■ Exercise data ■

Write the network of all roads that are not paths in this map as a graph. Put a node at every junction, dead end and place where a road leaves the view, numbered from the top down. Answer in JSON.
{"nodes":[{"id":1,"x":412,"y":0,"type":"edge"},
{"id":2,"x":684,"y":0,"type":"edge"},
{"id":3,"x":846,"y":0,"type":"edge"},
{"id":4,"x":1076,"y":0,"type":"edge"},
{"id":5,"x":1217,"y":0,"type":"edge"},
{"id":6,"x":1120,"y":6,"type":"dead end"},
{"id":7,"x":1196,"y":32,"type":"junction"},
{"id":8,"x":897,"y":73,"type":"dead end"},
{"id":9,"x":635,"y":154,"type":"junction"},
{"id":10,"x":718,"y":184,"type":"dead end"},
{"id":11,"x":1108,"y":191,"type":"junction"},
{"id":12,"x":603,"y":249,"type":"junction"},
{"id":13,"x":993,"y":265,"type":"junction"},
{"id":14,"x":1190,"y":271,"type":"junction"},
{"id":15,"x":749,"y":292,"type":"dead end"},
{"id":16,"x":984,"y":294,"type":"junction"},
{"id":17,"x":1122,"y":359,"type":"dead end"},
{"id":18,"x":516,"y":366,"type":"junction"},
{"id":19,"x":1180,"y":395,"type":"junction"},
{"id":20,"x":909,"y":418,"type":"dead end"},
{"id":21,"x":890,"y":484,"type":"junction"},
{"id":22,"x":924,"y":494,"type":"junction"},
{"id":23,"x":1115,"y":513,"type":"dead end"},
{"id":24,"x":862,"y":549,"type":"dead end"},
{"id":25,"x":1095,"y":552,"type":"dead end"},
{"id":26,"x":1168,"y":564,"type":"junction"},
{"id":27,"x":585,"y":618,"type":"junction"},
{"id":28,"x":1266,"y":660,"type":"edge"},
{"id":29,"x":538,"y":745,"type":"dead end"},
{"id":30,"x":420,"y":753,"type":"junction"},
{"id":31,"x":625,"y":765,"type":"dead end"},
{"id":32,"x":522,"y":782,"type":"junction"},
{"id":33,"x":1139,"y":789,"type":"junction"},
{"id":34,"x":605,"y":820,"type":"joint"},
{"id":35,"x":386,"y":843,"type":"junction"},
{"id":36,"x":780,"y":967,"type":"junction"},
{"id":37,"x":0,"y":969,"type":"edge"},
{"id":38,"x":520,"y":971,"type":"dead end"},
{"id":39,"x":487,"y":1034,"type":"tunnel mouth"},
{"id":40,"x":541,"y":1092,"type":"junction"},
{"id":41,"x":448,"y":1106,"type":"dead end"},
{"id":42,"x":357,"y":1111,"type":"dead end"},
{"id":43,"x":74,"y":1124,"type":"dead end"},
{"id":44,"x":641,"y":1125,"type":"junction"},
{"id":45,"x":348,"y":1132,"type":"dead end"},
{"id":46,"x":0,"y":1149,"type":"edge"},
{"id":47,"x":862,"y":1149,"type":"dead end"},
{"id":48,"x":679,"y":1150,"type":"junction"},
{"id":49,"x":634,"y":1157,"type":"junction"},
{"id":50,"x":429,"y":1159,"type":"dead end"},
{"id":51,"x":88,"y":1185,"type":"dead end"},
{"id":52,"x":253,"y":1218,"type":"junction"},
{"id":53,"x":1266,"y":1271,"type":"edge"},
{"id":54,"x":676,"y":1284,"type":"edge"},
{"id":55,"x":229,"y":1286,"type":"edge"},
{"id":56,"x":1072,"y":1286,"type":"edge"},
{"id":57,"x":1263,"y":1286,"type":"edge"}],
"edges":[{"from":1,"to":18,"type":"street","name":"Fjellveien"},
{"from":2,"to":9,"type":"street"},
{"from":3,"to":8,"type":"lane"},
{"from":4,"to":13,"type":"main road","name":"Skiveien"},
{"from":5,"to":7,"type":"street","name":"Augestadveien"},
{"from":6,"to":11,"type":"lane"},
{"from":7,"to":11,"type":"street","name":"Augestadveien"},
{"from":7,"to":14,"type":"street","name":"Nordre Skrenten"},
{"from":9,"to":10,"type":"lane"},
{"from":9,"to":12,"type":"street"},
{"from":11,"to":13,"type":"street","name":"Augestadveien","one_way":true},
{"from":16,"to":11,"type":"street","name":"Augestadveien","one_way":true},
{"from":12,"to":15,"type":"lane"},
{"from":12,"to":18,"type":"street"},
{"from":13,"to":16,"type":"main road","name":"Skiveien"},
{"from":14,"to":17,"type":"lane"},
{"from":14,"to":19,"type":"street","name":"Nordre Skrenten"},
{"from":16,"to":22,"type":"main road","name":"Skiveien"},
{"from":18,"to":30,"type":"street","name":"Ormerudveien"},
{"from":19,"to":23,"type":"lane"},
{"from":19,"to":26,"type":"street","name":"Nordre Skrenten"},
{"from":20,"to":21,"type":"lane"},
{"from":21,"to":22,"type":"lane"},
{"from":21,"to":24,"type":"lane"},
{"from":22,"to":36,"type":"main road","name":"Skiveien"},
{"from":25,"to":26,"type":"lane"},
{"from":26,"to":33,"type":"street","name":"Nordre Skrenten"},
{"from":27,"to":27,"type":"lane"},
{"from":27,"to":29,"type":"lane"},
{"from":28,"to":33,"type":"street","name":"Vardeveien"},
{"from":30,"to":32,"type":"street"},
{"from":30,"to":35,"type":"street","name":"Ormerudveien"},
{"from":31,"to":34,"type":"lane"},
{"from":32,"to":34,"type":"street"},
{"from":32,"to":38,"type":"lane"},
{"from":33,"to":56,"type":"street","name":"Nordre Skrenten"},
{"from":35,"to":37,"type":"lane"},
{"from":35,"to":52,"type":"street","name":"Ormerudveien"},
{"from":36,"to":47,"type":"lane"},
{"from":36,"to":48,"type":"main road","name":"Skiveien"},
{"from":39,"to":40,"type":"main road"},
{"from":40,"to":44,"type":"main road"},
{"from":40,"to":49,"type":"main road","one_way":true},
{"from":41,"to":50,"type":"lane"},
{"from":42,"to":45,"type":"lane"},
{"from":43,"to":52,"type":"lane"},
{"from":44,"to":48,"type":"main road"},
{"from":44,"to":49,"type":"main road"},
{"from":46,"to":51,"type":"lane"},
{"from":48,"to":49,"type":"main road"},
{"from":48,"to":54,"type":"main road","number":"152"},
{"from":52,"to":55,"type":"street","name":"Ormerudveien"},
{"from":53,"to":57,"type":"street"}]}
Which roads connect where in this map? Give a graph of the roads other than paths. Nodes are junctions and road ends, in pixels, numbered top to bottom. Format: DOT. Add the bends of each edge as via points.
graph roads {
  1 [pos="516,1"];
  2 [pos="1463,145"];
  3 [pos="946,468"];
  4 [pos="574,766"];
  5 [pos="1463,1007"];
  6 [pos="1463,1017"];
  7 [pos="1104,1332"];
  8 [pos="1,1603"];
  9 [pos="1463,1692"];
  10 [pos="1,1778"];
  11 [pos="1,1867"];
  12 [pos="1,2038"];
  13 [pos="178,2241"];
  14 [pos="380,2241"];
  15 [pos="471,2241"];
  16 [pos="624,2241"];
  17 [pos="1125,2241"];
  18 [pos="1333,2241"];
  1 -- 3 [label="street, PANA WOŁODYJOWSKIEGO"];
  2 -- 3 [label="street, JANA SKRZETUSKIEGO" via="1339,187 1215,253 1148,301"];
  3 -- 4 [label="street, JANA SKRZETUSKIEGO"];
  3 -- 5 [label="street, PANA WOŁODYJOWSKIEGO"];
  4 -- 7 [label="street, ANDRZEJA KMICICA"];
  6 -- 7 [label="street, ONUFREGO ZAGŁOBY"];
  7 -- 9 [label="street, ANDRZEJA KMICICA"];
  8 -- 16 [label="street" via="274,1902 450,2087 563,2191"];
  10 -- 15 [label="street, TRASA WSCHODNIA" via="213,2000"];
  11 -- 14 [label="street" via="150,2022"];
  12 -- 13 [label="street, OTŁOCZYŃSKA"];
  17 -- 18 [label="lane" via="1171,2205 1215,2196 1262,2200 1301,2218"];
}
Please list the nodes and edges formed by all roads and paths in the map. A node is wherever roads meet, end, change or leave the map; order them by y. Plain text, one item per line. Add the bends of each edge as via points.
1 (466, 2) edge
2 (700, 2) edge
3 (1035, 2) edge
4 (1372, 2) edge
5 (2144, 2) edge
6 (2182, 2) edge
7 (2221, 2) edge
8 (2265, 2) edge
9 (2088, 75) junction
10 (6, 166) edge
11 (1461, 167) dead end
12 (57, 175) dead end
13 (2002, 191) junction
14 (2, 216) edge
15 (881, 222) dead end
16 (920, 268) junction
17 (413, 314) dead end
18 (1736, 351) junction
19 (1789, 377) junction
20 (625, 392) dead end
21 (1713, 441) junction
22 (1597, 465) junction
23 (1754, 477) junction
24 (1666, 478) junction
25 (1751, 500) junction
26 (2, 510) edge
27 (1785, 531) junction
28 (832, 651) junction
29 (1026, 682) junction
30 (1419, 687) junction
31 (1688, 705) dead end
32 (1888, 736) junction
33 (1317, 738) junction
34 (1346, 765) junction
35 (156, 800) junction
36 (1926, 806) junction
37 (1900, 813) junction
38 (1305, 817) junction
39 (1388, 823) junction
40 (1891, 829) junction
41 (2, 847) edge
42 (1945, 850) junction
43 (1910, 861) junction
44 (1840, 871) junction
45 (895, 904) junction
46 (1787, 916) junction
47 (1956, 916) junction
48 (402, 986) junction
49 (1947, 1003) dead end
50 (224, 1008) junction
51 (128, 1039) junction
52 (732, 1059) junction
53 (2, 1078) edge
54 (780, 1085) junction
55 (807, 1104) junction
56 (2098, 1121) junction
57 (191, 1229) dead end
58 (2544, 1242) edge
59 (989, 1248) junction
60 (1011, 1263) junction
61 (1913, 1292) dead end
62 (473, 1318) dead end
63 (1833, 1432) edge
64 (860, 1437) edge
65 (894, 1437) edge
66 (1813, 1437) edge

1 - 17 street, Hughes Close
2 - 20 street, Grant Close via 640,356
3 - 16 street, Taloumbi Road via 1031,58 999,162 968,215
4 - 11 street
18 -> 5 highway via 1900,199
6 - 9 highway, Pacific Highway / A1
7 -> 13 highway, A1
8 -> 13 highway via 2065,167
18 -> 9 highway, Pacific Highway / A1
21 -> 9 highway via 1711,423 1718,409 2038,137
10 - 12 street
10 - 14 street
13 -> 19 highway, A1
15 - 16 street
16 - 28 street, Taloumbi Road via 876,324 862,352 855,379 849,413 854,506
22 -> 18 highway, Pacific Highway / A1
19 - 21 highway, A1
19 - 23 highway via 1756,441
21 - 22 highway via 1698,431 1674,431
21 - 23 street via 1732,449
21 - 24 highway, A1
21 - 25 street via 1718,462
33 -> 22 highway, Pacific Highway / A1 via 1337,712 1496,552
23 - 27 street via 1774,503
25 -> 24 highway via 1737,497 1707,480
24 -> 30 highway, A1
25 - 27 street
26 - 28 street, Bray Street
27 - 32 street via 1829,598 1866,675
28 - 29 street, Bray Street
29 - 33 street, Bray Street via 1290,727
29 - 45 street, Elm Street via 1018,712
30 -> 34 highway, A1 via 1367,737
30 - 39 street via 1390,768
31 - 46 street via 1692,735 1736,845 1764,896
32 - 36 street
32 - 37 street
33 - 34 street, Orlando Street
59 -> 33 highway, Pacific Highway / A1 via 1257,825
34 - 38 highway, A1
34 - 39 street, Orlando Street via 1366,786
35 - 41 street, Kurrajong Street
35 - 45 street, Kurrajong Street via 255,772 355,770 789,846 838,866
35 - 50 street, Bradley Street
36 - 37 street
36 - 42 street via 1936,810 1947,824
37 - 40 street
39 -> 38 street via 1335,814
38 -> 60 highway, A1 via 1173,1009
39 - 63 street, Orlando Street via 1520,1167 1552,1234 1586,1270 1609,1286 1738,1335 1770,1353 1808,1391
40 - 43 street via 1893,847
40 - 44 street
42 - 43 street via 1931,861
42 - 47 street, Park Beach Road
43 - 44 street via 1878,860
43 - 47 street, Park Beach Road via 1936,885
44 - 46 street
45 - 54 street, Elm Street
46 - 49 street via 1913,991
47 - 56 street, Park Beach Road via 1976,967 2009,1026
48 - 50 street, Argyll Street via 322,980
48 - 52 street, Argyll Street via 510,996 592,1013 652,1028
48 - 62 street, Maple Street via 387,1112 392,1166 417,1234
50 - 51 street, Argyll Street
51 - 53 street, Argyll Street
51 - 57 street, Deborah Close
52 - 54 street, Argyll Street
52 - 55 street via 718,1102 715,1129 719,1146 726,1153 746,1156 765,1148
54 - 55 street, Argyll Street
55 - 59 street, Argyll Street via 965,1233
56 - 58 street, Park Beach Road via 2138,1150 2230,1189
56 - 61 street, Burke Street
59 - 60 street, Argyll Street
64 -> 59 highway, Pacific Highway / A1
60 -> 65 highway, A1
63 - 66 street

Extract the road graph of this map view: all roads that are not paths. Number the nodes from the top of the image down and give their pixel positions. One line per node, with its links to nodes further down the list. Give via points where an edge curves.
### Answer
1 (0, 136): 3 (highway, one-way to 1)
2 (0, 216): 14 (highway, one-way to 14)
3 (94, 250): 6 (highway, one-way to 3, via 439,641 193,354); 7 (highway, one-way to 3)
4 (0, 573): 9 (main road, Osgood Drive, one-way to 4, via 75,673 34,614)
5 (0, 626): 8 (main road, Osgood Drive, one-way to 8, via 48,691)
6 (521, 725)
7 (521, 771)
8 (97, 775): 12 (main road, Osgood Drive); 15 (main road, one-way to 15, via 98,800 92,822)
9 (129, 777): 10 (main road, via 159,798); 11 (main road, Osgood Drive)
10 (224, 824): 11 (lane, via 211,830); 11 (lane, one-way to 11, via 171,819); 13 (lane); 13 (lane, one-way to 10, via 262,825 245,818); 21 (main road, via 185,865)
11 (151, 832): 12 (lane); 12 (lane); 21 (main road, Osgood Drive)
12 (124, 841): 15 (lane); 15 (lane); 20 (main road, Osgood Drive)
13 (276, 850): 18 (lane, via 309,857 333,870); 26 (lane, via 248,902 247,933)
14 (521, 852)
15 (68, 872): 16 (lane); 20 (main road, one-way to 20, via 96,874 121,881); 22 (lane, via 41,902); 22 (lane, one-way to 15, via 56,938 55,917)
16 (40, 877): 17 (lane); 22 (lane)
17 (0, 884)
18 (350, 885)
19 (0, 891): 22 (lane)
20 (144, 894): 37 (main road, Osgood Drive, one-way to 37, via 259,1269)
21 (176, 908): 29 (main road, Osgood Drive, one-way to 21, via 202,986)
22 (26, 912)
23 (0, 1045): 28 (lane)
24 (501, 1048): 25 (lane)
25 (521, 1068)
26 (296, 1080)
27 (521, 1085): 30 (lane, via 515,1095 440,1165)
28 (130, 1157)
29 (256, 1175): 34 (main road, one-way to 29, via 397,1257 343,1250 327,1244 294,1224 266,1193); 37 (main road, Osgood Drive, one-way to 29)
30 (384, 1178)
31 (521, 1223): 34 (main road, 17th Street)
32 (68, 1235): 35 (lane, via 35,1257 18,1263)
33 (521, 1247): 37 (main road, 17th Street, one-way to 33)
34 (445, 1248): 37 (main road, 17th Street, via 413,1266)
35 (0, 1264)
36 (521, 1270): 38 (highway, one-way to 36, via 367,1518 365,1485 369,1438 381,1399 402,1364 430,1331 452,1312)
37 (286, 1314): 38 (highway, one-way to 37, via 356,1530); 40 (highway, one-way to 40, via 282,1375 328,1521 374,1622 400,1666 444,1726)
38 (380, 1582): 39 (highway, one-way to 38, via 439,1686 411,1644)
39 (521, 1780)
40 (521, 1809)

■ Instructions for the task ■
Please return every line in the data that includes the string "Pacific".

■ Reply ■
6 - 9 highway, Pacific Highway / A1
18 -> 9 highway, Pacific Highway / A1
22 -> 18 highway, Pacific Highway / A1
33 -> 22 highway, Pacific Highway / A1 via 1337,712 1496,552
59 -> 33 highway, Pacific Highway / A1 via 1257,825
64 -> 59 highway, Pacific Highway / A1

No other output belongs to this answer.